World
Tens of thousands of Roman Catholics and other admirers of Pope John Paul II were converging on Rome to pay their last respects as the Vatican announced a 21-hour-a-day schedule for the public to file past his remains in St. Peter's Basilica. His funeral, expected to be attended by dozens of world leaders, will be held Friday, the announcement said, and burial will be in the grottos beneath the basilica.

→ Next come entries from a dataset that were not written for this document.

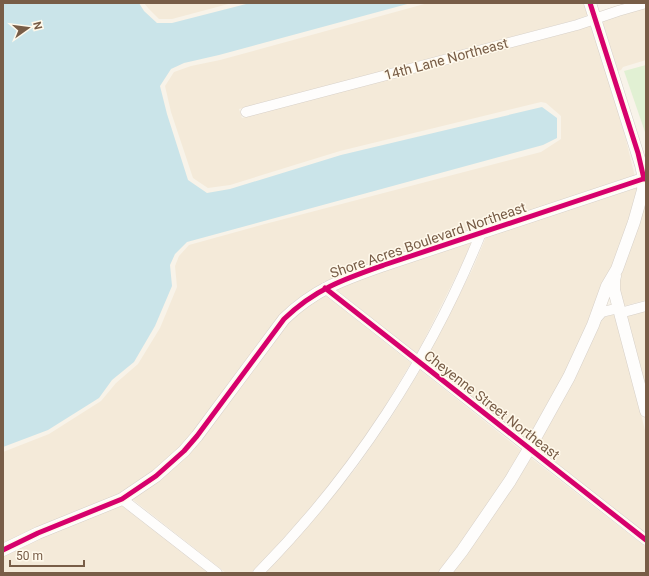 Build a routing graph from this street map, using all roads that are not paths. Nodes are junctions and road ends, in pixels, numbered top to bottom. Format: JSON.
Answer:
{"nodes":[{"id":1,"x":590,"y":3,"type":"edge"},
{"id":2,"x":646,"y":3,"type":"edge"},
{"id":3,"x":595,"y":18,"type":"junction"},
{"id":4,"x":246,"y":112,"type":"dead end"},
{"id":5,"x":645,"y":179,"type":"edge"},
{"id":6,"x":481,"y":233,"type":"junction"},
{"id":7,"x":617,"y":269,"type":"junction"},
{"id":8,"x":325,"y":288,"type":"junction"},
{"id":9,"x":646,"y":306,"type":"edge"},
{"id":10,"x":619,"y":310,"type":"junction"},
{"id":11,"x":594,"y":321,"type":"junction"},
{"id":12,"x":418,"y":362,"type":"junction"},
{"id":13,"x":646,"y":411,"type":"edge"},
{"id":14,"x":529,"y":449,"type":"junction"},
{"id":15,"x":122,"y":499,"type":"junction"},
{"id":16,"x":646,"y":540,"type":"edge"},
{"id":17,"x":3,"y":550,"type":"edge"},
{"id":18,"x":217,"y":573,"type":"edge"},
{"id":19,"x":258,"y":573,"type":"edge"},
{"id":20,"x":444,"y":573,"type":"edge"}],
"edges":[{"from":1,"to":3,"type":"street"},
{"from":2,"to":3,"type":"street","name":"14th Lane Northeast"},
{"from":3,"to":4,"type":"street","name":"14th Lane Northeast"},
{"from":3,"to":5,"type":"street"},
{"from":5,"to":6,"type":"street","name":"Shore Acres Boulevard Northeast"},
{"from":5,"to":7,"type":"street"},
{"from":6,"to":8,"type":"street","name":"Shore Acres Boulevard Northeast"},
{"from":6,"to":12,"type":"street"},
{"from":7,"to":10,"type":"street"},
{"from":7,"to":11,"type":"street"},
{"from":8,"to":12,"type":"street","name":"Cheyenne Street Northeast"},
{"from":8,"to":15,"type":"street","name":"Shore Acres Boulevard Northeast"},
{"from":9,"to":10,"type":"street"},
{"from":10,"to":11,"type":"street"},
{"from":10,"to":13,"type":"street"},
{"from":11,"to":14,"type":"street"},
{"from":12,"to":14,"type":"street","name":"Cheyenne Street Northeast"},
{"from":12,"to":19,"type":"street"},
{"from":14,"to":16,"type":"street","name":"Cheyenne Street Northeast"},
{"from":14,"to":20,"type":"street"},
{"from":15,"to":17,"type":"street","name":"Shore Acres Boulevard Northeast"},
{"from":15,"to":18,"type":"street"}]} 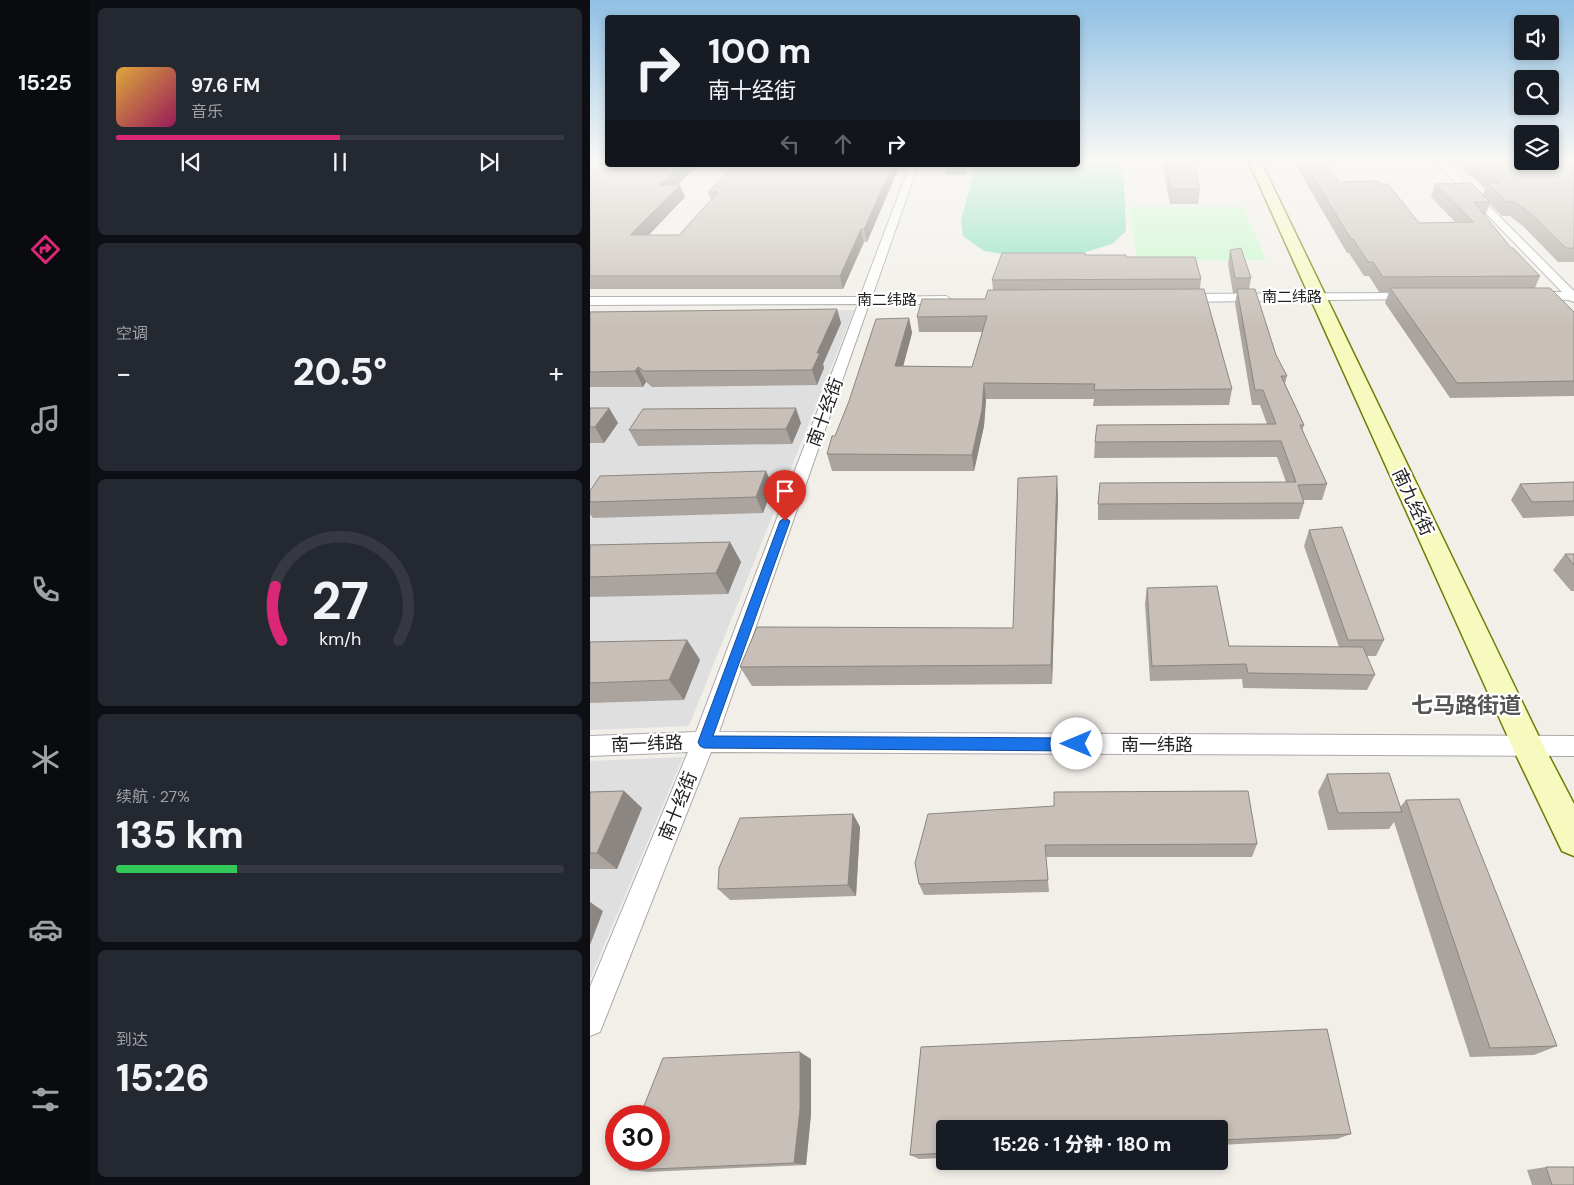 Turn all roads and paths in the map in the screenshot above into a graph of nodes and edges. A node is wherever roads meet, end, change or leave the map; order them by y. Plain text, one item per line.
1 (895, 217) edge
2 (1280, 217) edge
3 (1495, 217) edge
4 (1425, 296) edge
5 (1522, 296) edge
6 (1573, 296) edge
7 (1317, 297) junction
8 (1170, 298) edge
9 (865, 300) junction
10 (954, 300) edge
11 (590, 301) edge
12 (704, 742) junction
13 (590, 746) edge
14 (1574, 746) edge
15 (1528, 747) junction
16 (1574, 839) edge
17 (590, 1022) edge

1 - 9 street, 南十经街
2 - 7 main road, 南九经街
3 - 6 street
4 - 7 street, 南二纬路
5 - 6 street
7 - 8 street, 南二纬路
7 - 15 main road, 南九经街
9 - 10 street, 南二纬路
9 - 11 street, 南二纬路
9 - 12 street, 南十经街
12 - 13 street, 南一纬路
12 - 15 street, 南一纬路
12 - 17 street, 南十经街
14 - 15 street, 南一纬路
15 - 16 main road, 南九经街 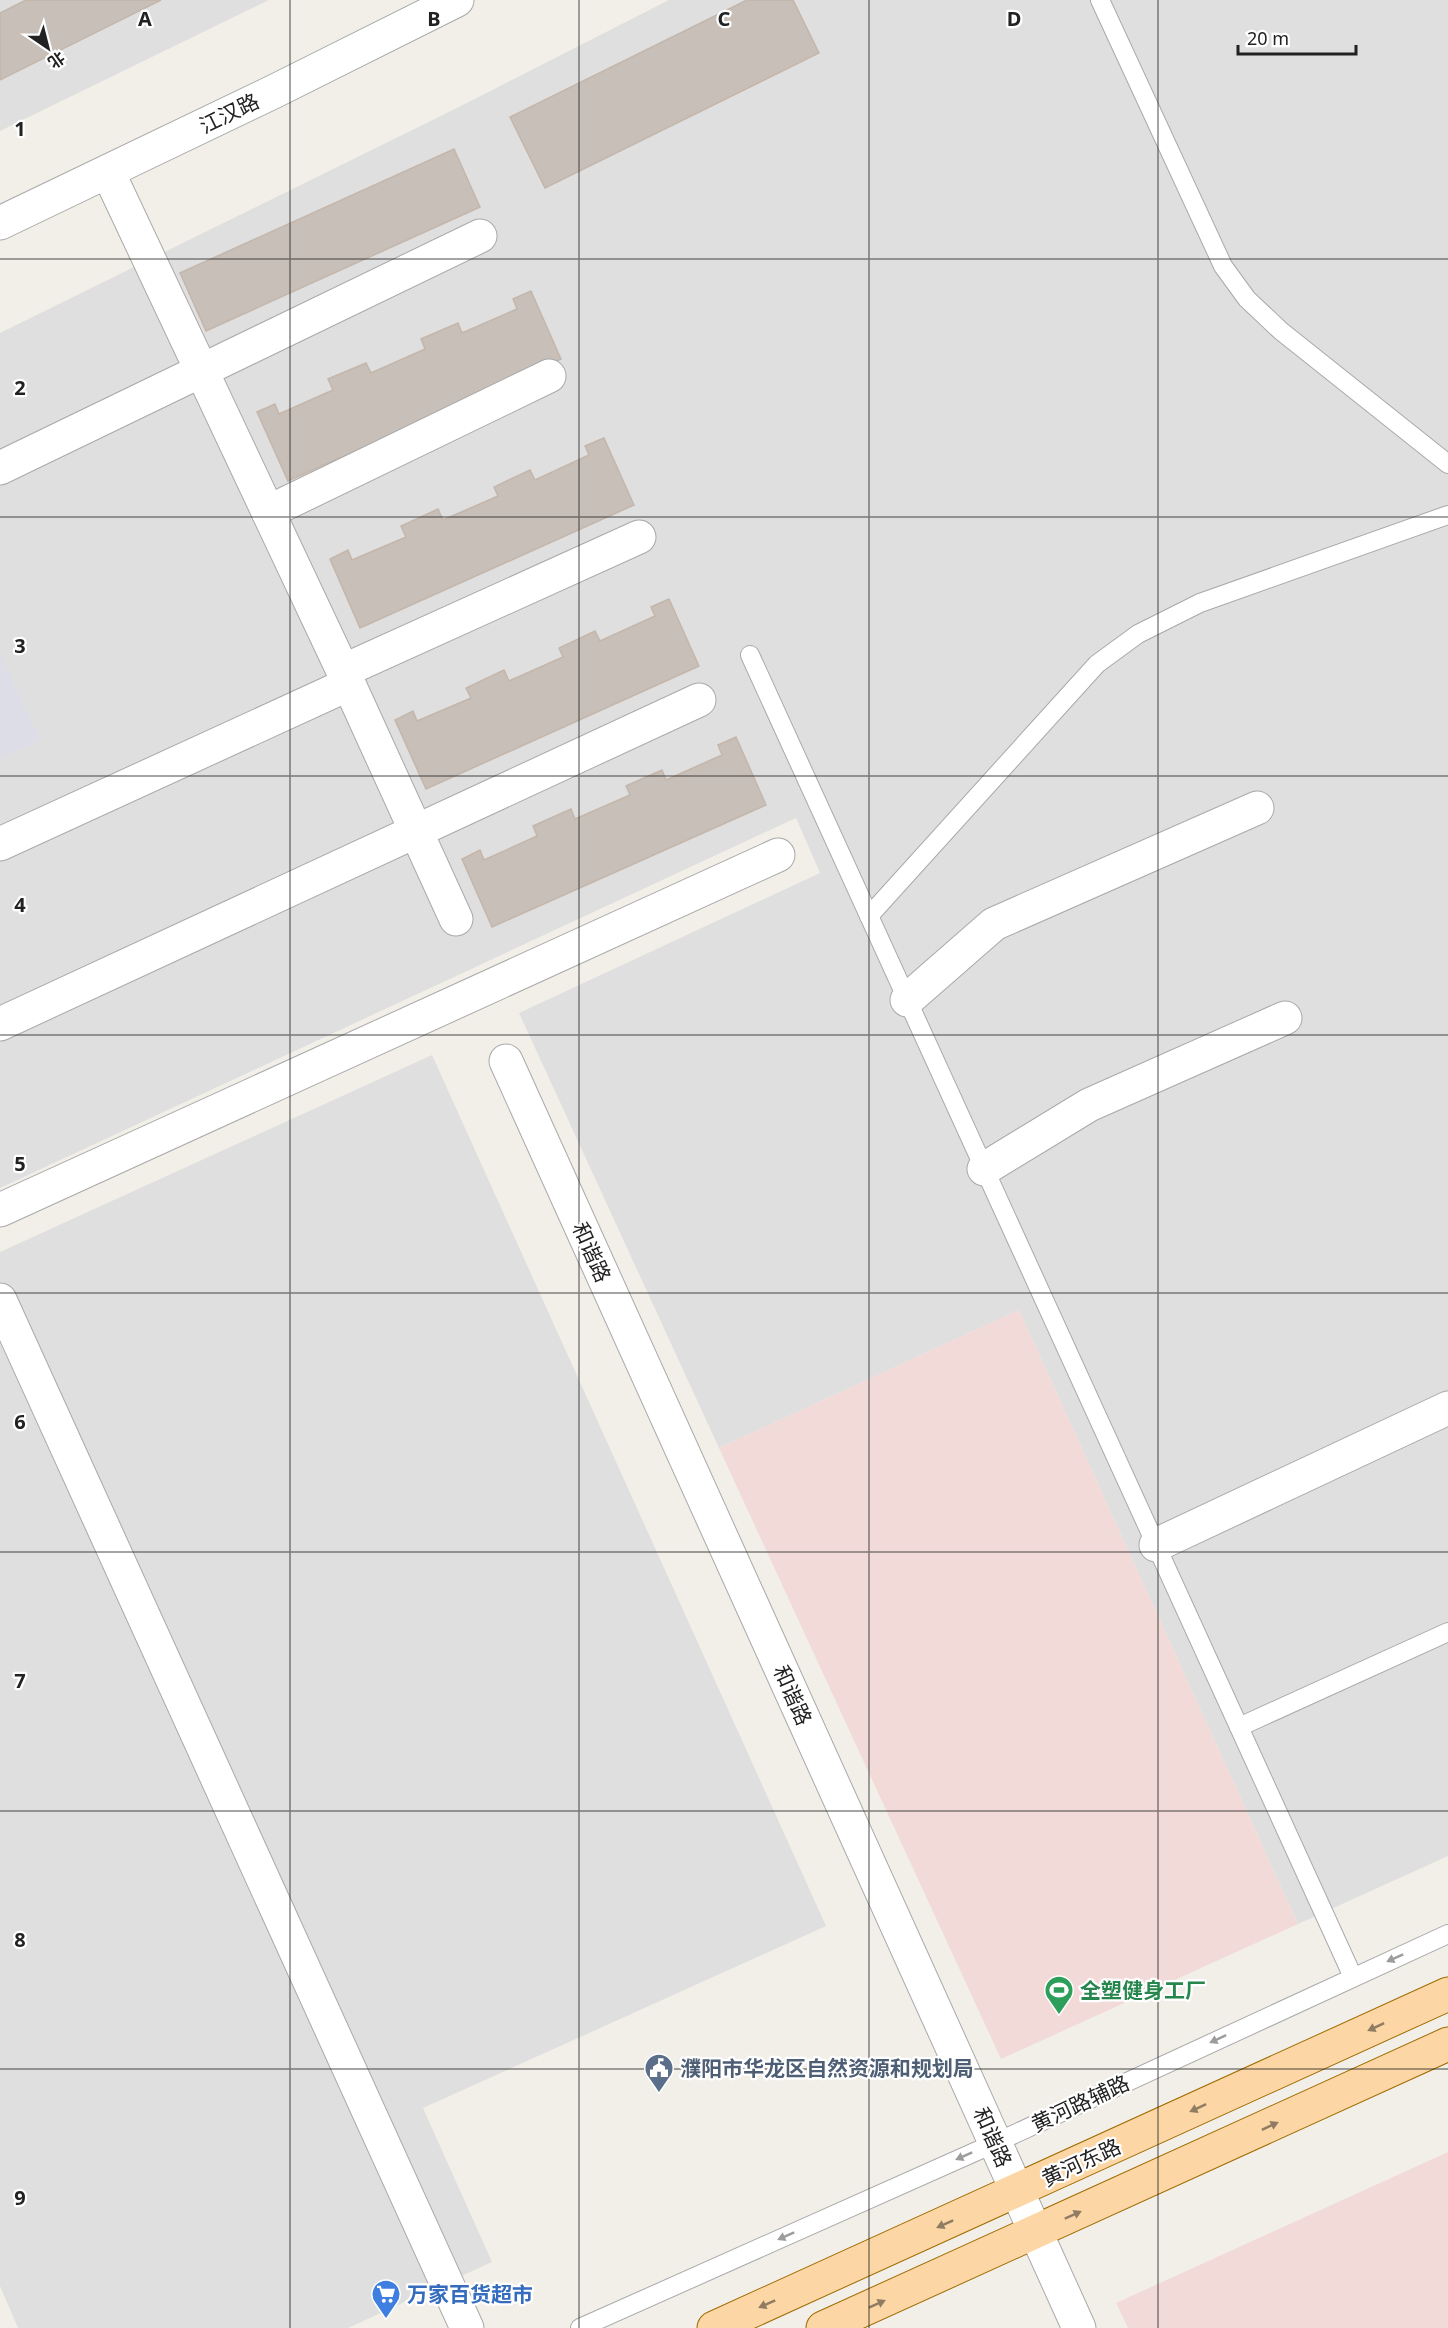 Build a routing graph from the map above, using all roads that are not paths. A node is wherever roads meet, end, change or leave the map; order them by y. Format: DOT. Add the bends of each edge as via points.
graph roads {
  1 [pos="457,0"];
  2 [pos="1101,0"];
  3 [pos="108,172"];
  4 [pos="0,224"];
  5 [pos="480,236"];
  6 [pos="200,370"];
  7 [pos="549,376"];
  8 [pos="1448,464"];
  9 [pos="0,468"];
  10 [pos="268,512"];
  11 [pos="1448,515"];
  12 [pos="639,537"];
  13 [pos="750,655"];
  14 [pos="346,677"];
  15 [pos="699,700"];
  16 [pos="1257,808"];
  17 [pos="416,831"];
  18 [pos="0,844"];
  19 [pos="778,855"];
  20 [pos="869,916"];
  21 [pos="456,919"];
  22 [pos="907,1000"];
  23 [pos="1285,1018"];
  24 [pos="0,1024"];
  25 [pos="506,1061"];
  26 [pos="984,1169"];
  27 [pos="0,1210"];
  28 [pos="0,1300"];
  29 [pos="1448,1408"];
  30 [pos="1156,1545"];
  31 [pos="1448,1632"];
  32 [pos="1239,1727"];
  33 [pos="1448,1934"];
  34 [pos="1353,1977"];
  35 [pos="1448,1994"];
  36 [pos="1448,2044"];
  37 [pos="995,2143"];
  38 [pos="1018,2191"];
  39 [pos="1036,2232"];
  40 [pos="467,2328"];
  41 [pos="580,2328"];
  42 [pos="714,2328"];
  43 [pos="823,2328"];
  44 [pos="1079,2328"];
  1 -- 3 [label="street, 江汉路"];
  2 -- 8 [label="lane" via="1223,266 1248,299 1281,331"];
  3 -- 4 [label="street, 江汉路"];
  3 -- 6 [label="street"];
  5 -- 6 [label="street"];
  6 -- 9 [label="street"];
  6 -- 10 [label="street"];
  7 -- 10 [label="street"];
  10 -- 14 [label="street"];
  11 -- 20 [label="lane" via="1200,603 1138,634 1097,664"];
  12 -- 14 [label="street"];
  13 -- 20 [label="lane"];
  14 -- 17 [label="street"];
  14 -- 18 [label="street"];
  15 -- 17 [label="street"];
  16 -- 22 [label="street" via="994,924"];
  17 -- 21 [label="street"];
  17 -- 24 [label="street"];
  19 -- 27 [label="street"];
  20 -- 22 [label="lane"];
  22 -- 26 [label="lane"];
  23 -- 26 [label="street" via="1089,1105"];
  25 -- 37 [label="street, 和谐路"];
  26 -- 30 [label="lane"];
  28 -- 40 [label="street"];
  29 -- 30 [label="street"];
  30 -- 32 [label="lane"];
  31 -- 32 [label="lane"];
  32 -- 34 [label="lane"];
  33 -- 34 [label="lane, 黄河路辅路, one-way"];
  34 -- 37 [label="lane, 黄河路辅路, one-way"];
  35 -- 38 [label="main road, 黄河东路, one-way"];
  39 -- 36 [label="main road, one-way"];
  37 -- 38 [label="street, 和谐路"];
  37 -- 41 [label="lane, 黄河路辅路, one-way"];
  38 -- 39 [label="street, 和谐路"];
  38 -- 42 [label="main road, 黄河东路, one-way"];
  43 -- 39 [label="main road, one-way"];
  39 -- 44 [label="street, 和谐路"];
}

Hamas and Islamic Jihad said they'll defy the efforts of Palestinian Authority President Mahmoud Abbas to disarm them, vowing, "We will not remove our finger from the trigger." Abbas issued a decree Sunday giving his security officials in the West Bank and Gaza Strip two weeks to collect the weapons of hundreds of militants on Israel's wanted list. Israel has said it will stop trying to track down such people if they no longer engage in terrorist attacks. Abbas acted after being fired on in his own compound late last week by dissidents, but it was unclear what he'd do if met with a refusal to cooperate.
For a second straight day, suspected Islamic terrorists in southern Thailand targeted symbols of the national government, and the baht fell in value as currency traders worried that the attacks might spread to Bang-kok, the capital. Militants fired rocket-propelled grenades at a police station and an administrative building and exploded a bomb that wounded four soldiers. On Sunday, two people died and more than 70 others were hurt in similar incidents. Terrorists also struck at an airport, a hotel, and a department store in the first attacks outside the mainly Muslim south.
Calling last week's vote "a sham," Zimbabwe's political opposition demanded a new election. But the call was rejected by the ZANU-PF organization of President Robert Mugabe, which won in a landslide and said, "The next one will be in 2010." The US and the European Union blasted the voting for a new parliament as "flawed," but neither was permitted to send monitors. The African Union, which did, said the opposition should go to court if it had evidence that the voting was rigged.
As promised, exiled President Askar Akayev of Kyrgyzstan formally resigned in a ceremony at his nation's embassy in Moscow. In an address beforehand, he asked to be pardoned "if he did anything wrong to the nation or to individuals," a spokeswoman said. An election to choose a new president tentatively is scheduled for June 26.